_Data listing_
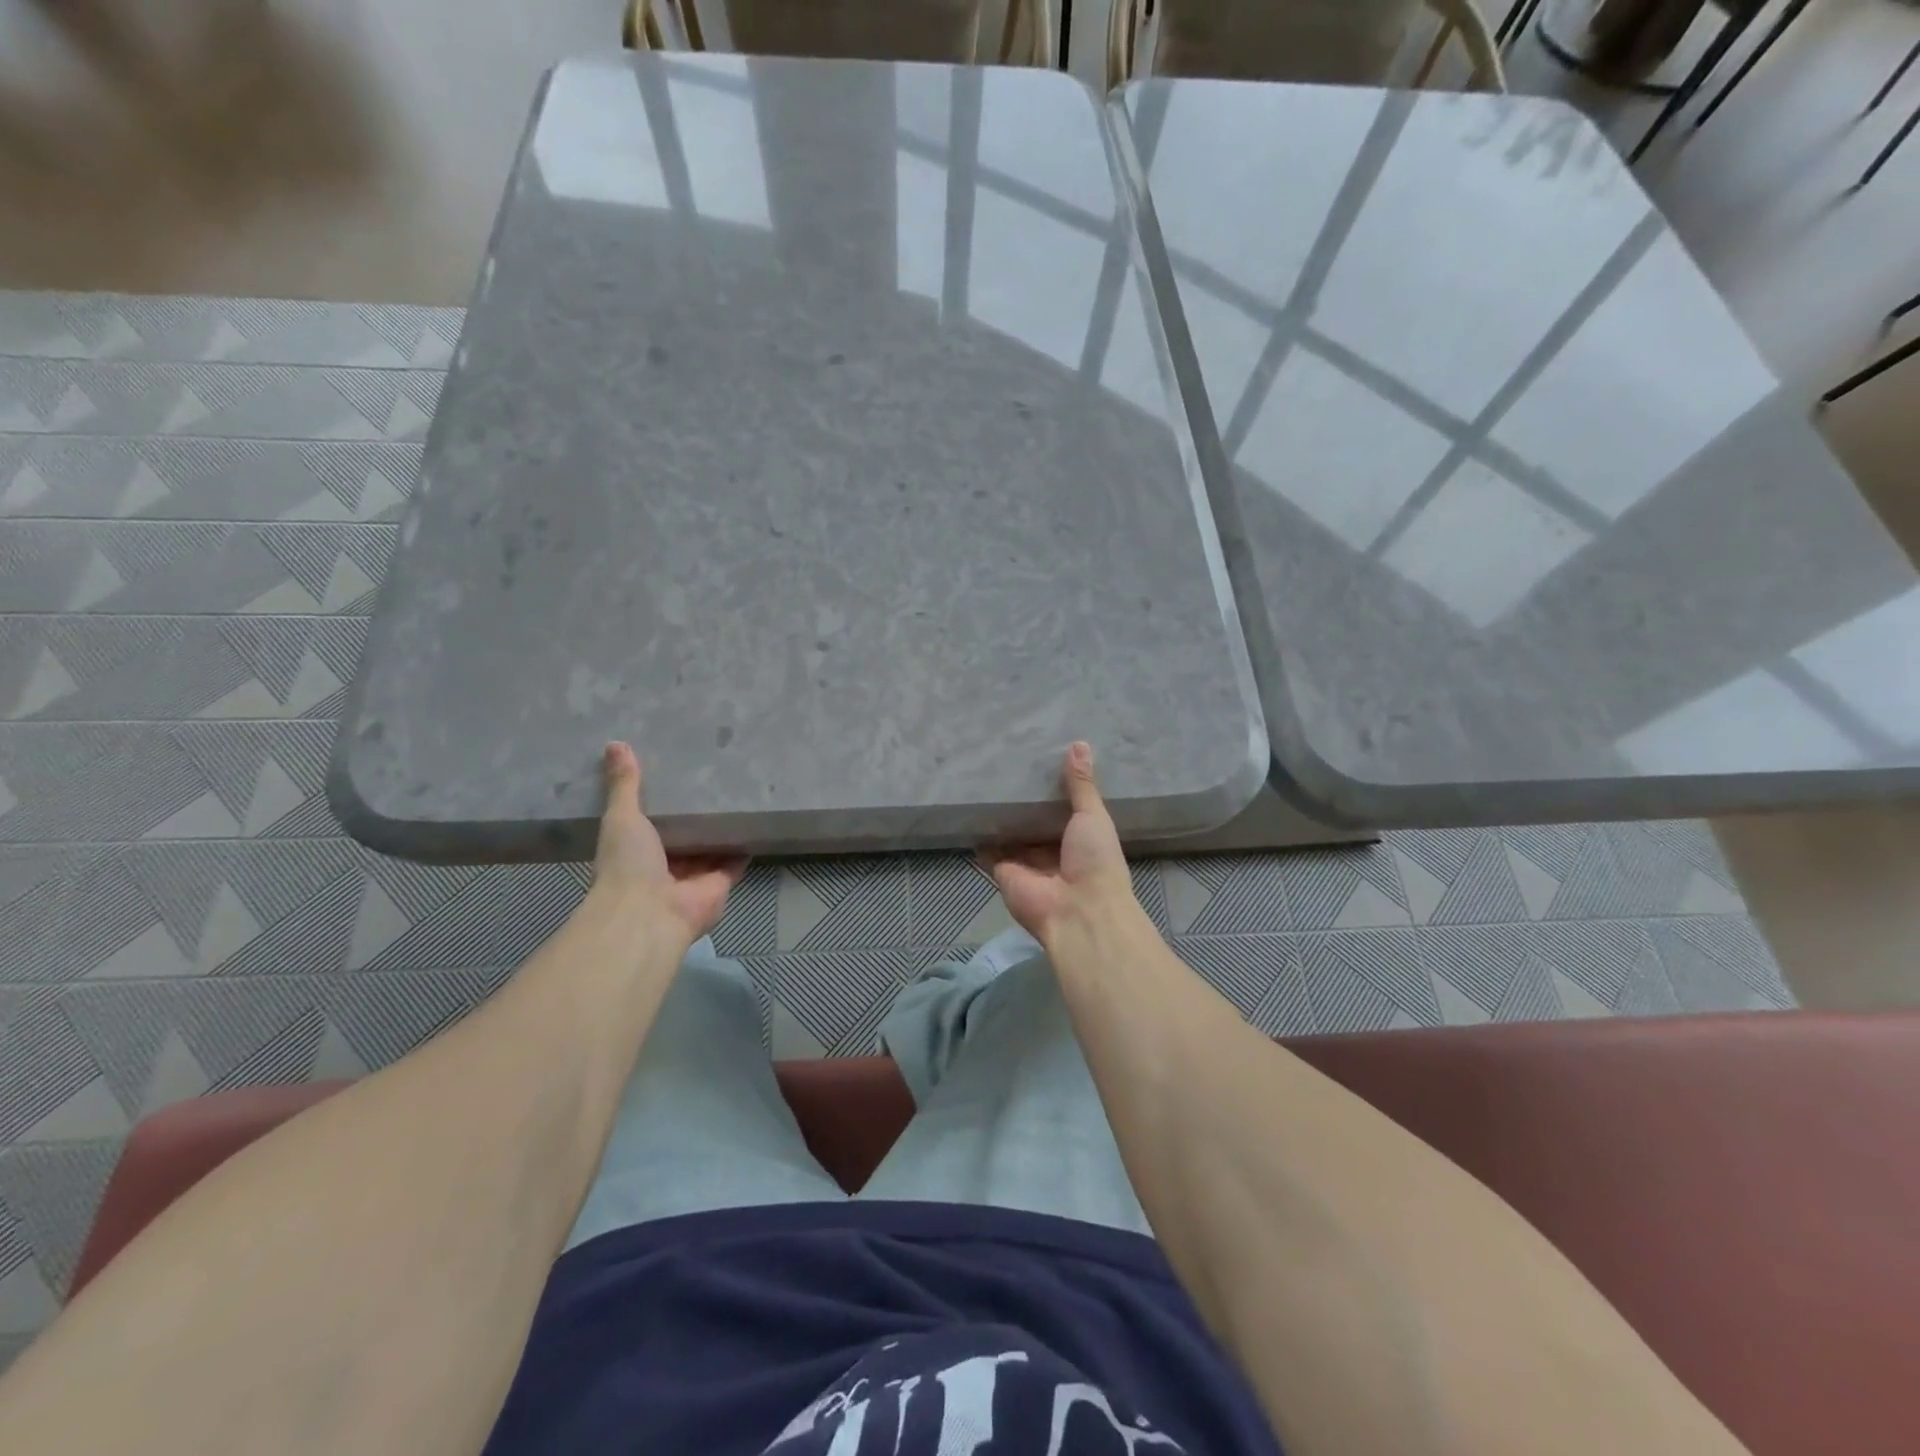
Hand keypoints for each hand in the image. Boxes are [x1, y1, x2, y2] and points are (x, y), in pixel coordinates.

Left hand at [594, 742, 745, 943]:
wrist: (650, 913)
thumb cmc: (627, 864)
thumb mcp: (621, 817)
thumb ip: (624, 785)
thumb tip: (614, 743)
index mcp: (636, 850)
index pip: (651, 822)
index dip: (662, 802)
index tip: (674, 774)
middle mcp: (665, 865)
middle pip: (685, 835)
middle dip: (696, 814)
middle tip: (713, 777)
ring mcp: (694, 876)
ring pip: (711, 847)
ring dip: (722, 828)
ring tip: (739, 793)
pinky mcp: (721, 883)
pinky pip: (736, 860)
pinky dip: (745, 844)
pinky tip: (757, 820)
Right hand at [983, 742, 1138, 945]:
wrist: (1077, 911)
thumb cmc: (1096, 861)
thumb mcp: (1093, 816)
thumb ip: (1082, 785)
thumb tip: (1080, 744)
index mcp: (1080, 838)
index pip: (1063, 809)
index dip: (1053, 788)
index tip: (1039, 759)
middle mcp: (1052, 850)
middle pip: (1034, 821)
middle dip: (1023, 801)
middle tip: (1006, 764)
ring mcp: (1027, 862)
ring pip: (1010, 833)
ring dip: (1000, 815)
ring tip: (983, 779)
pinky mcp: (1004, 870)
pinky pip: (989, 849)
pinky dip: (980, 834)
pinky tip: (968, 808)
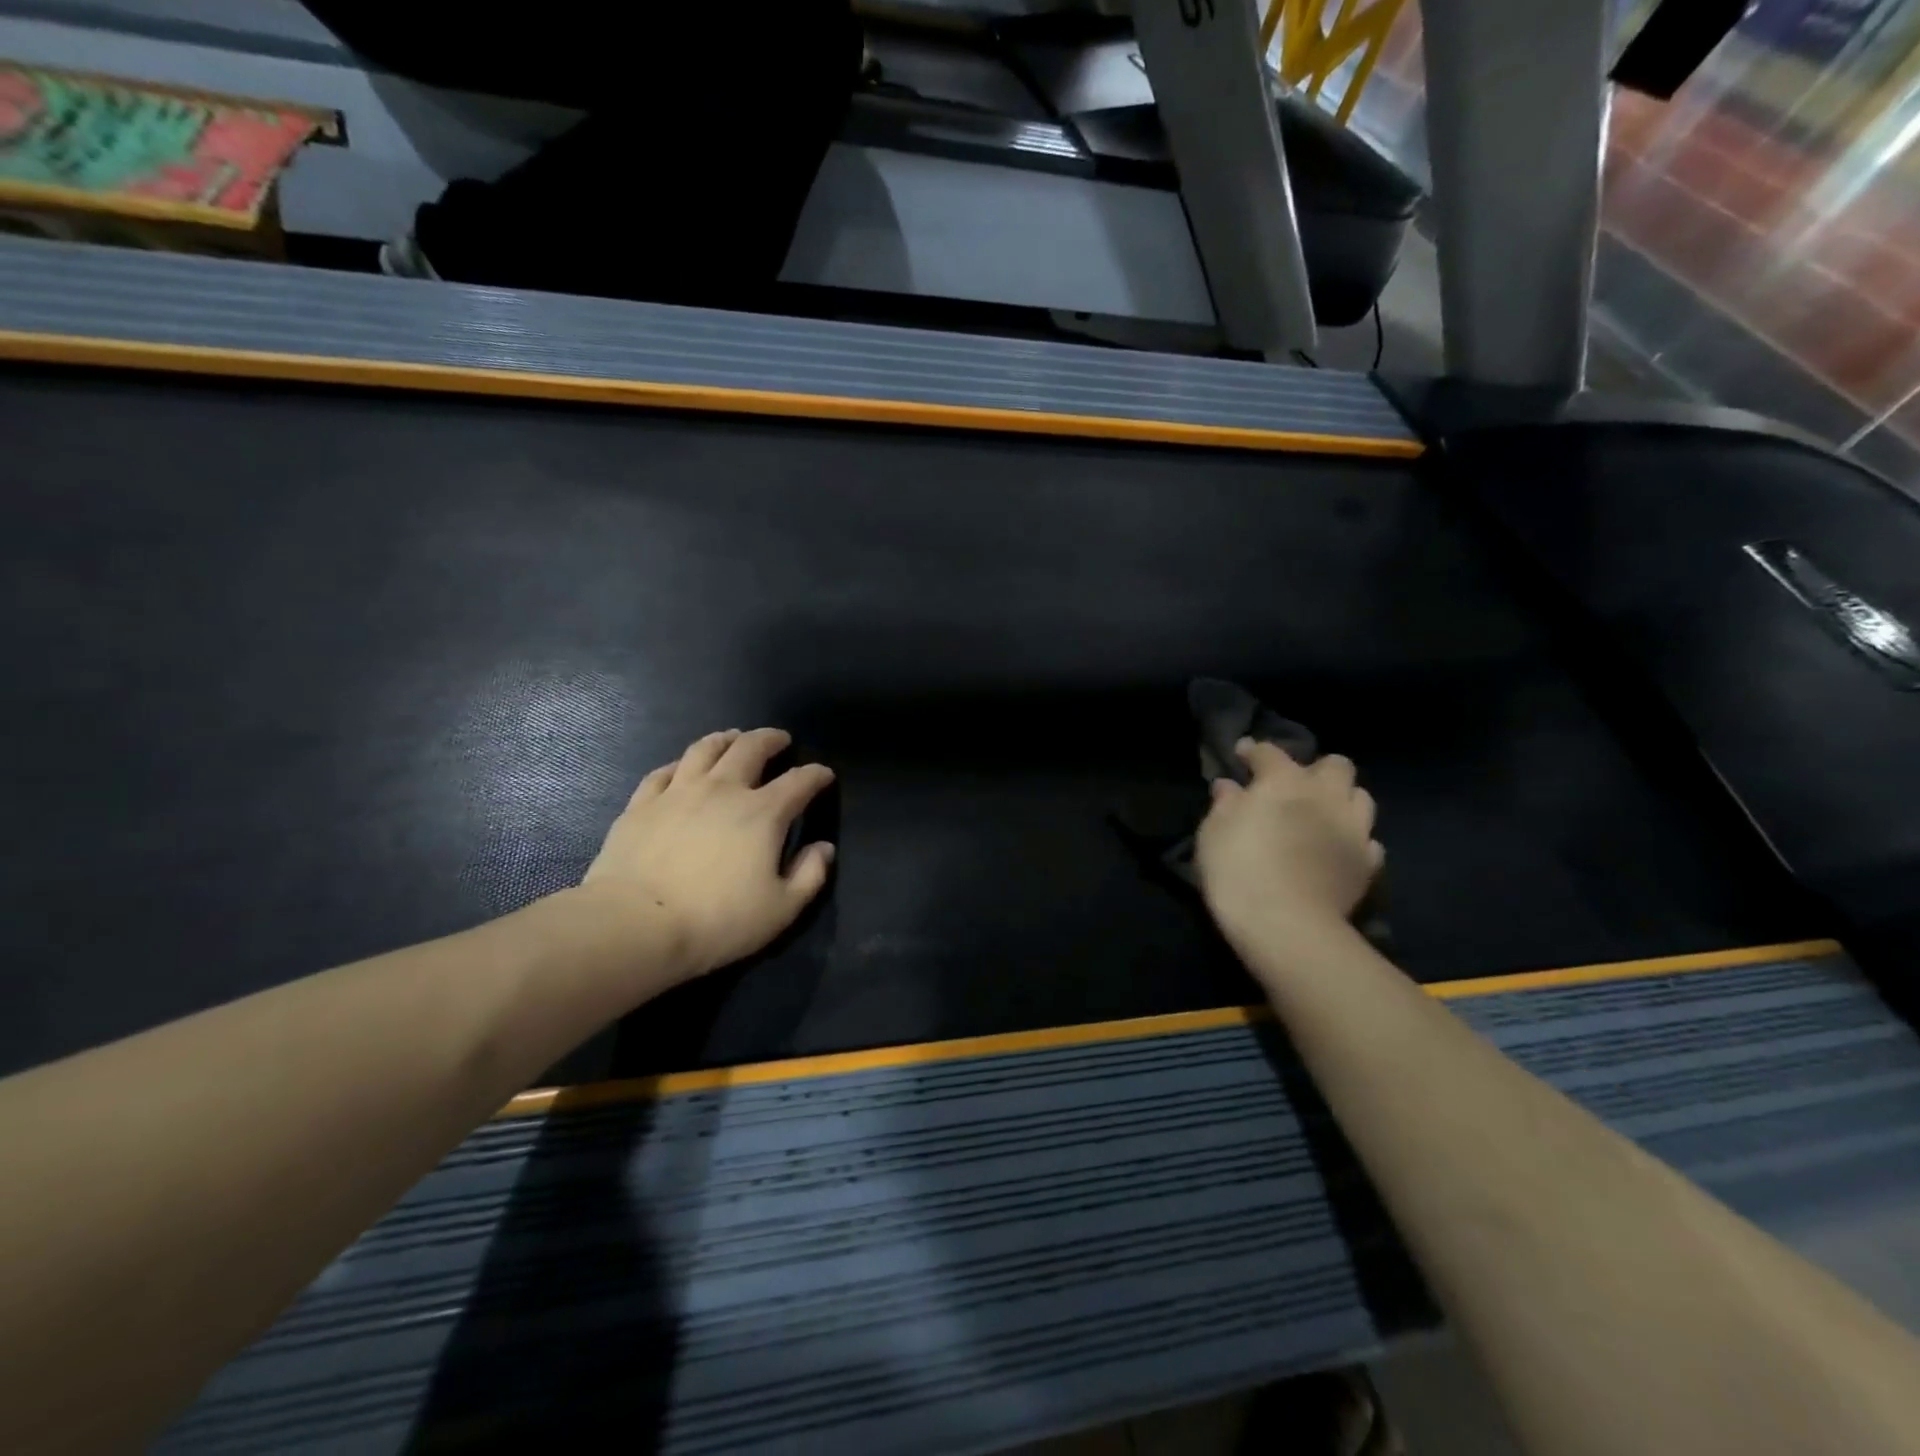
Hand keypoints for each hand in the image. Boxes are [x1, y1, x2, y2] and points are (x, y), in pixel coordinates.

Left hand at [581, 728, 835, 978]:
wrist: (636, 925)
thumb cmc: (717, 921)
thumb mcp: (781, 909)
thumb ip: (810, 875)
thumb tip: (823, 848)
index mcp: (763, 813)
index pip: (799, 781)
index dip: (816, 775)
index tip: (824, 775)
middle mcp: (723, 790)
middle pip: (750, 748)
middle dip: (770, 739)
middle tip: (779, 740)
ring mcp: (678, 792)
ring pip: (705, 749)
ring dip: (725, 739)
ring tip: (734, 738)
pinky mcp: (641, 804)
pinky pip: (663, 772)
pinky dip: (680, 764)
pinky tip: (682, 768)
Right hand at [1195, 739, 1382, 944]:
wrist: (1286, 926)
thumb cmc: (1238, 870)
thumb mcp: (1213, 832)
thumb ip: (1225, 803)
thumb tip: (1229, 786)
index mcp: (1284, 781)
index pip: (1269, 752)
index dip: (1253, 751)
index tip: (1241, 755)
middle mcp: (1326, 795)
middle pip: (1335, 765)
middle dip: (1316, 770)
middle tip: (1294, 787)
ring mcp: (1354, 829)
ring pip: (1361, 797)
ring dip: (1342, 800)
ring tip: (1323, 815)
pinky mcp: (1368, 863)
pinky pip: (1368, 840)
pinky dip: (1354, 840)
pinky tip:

_Work to be completed_
Would you set down the records exactly, with no pictures included?

_Expected answer_
Hand keypoints for each hand in the image. Boxes are [x1, y1, x2, y2] and points are (x, y), in pixel coordinates.

Left hand at [594, 742, 745, 943]:
wrist: (650, 913)
thumb cmc: (627, 864)
thumb mcp: (621, 817)
thumb ip: (624, 785)
thumb tip: (614, 743)
index mcp: (636, 850)
index pip: (651, 822)
index dip: (662, 802)
index tip: (674, 774)
middle mcp: (665, 865)
middle pip: (685, 835)
middle dip: (696, 814)
middle tip: (713, 777)
ring mcp: (694, 876)
ring pip: (711, 847)
ring dip: (722, 828)
ring tip: (739, 793)
pinky mcp: (721, 883)
pinky pip: (736, 860)
pinky dip: (745, 844)
pinky tip: (757, 820)
Right hand at [983, 742, 1138, 945]:
wrist: (1077, 911)
thumb cmc: (1096, 861)
thumb mcp: (1093, 816)
thumb ip: (1082, 785)
thumb tip: (1080, 744)
index mcp: (1080, 838)
index pip: (1063, 809)
index dip: (1053, 788)
index tip: (1039, 759)
middle mcp: (1052, 850)
middle pip: (1034, 821)
middle dip: (1023, 801)
middle tip: (1006, 764)
ring mcp: (1027, 862)
ring pip: (1010, 833)
ring dip: (1000, 815)
ring tip: (983, 779)
pinky mcp: (1004, 870)
pinky pip: (989, 849)
pinky dip: (980, 834)
pinky tip: (968, 808)
Hand keypoints for each hand in the image. Boxes are [x1, y1, x2, y2] and points are (x, y), in pixel coordinates.

Left hand at [581, 728, 835, 978]:
wrist: (636, 925)
thumb cmc: (717, 921)
thumb mcp: (781, 909)
thumb ip: (810, 875)
thumb tip: (823, 848)
index mcp: (763, 813)
index pip: (799, 781)
index dip: (816, 775)
index tip: (824, 775)
middle mcp: (723, 790)
middle pip: (750, 748)
middle dip: (770, 739)
middle tip: (779, 740)
ring mcp: (678, 792)
ring pip: (705, 749)
ring dip: (725, 739)
ring tip: (734, 738)
pinky mcp: (641, 804)
pinky pip: (663, 772)
pinky dip: (680, 764)
pinky tip: (682, 768)
Right hand at [1195, 739, 1382, 944]:
wrist: (1286, 926)
thumb cmc: (1238, 870)
thumb mcp: (1213, 832)
thumb ip: (1225, 803)
thumb tip: (1229, 786)
index mcp: (1284, 781)
index pip: (1269, 752)
index dip: (1253, 751)
index tip: (1241, 755)
middle mcp: (1326, 795)
middle pip: (1335, 765)
middle dip: (1316, 770)
middle tip: (1294, 787)
ring mcp: (1354, 829)
ring pip: (1361, 797)
ring dip: (1342, 800)
ring tip: (1323, 815)
pinky mcp: (1368, 863)
pinky pip: (1368, 840)
pinky dip: (1354, 840)
pinky tip:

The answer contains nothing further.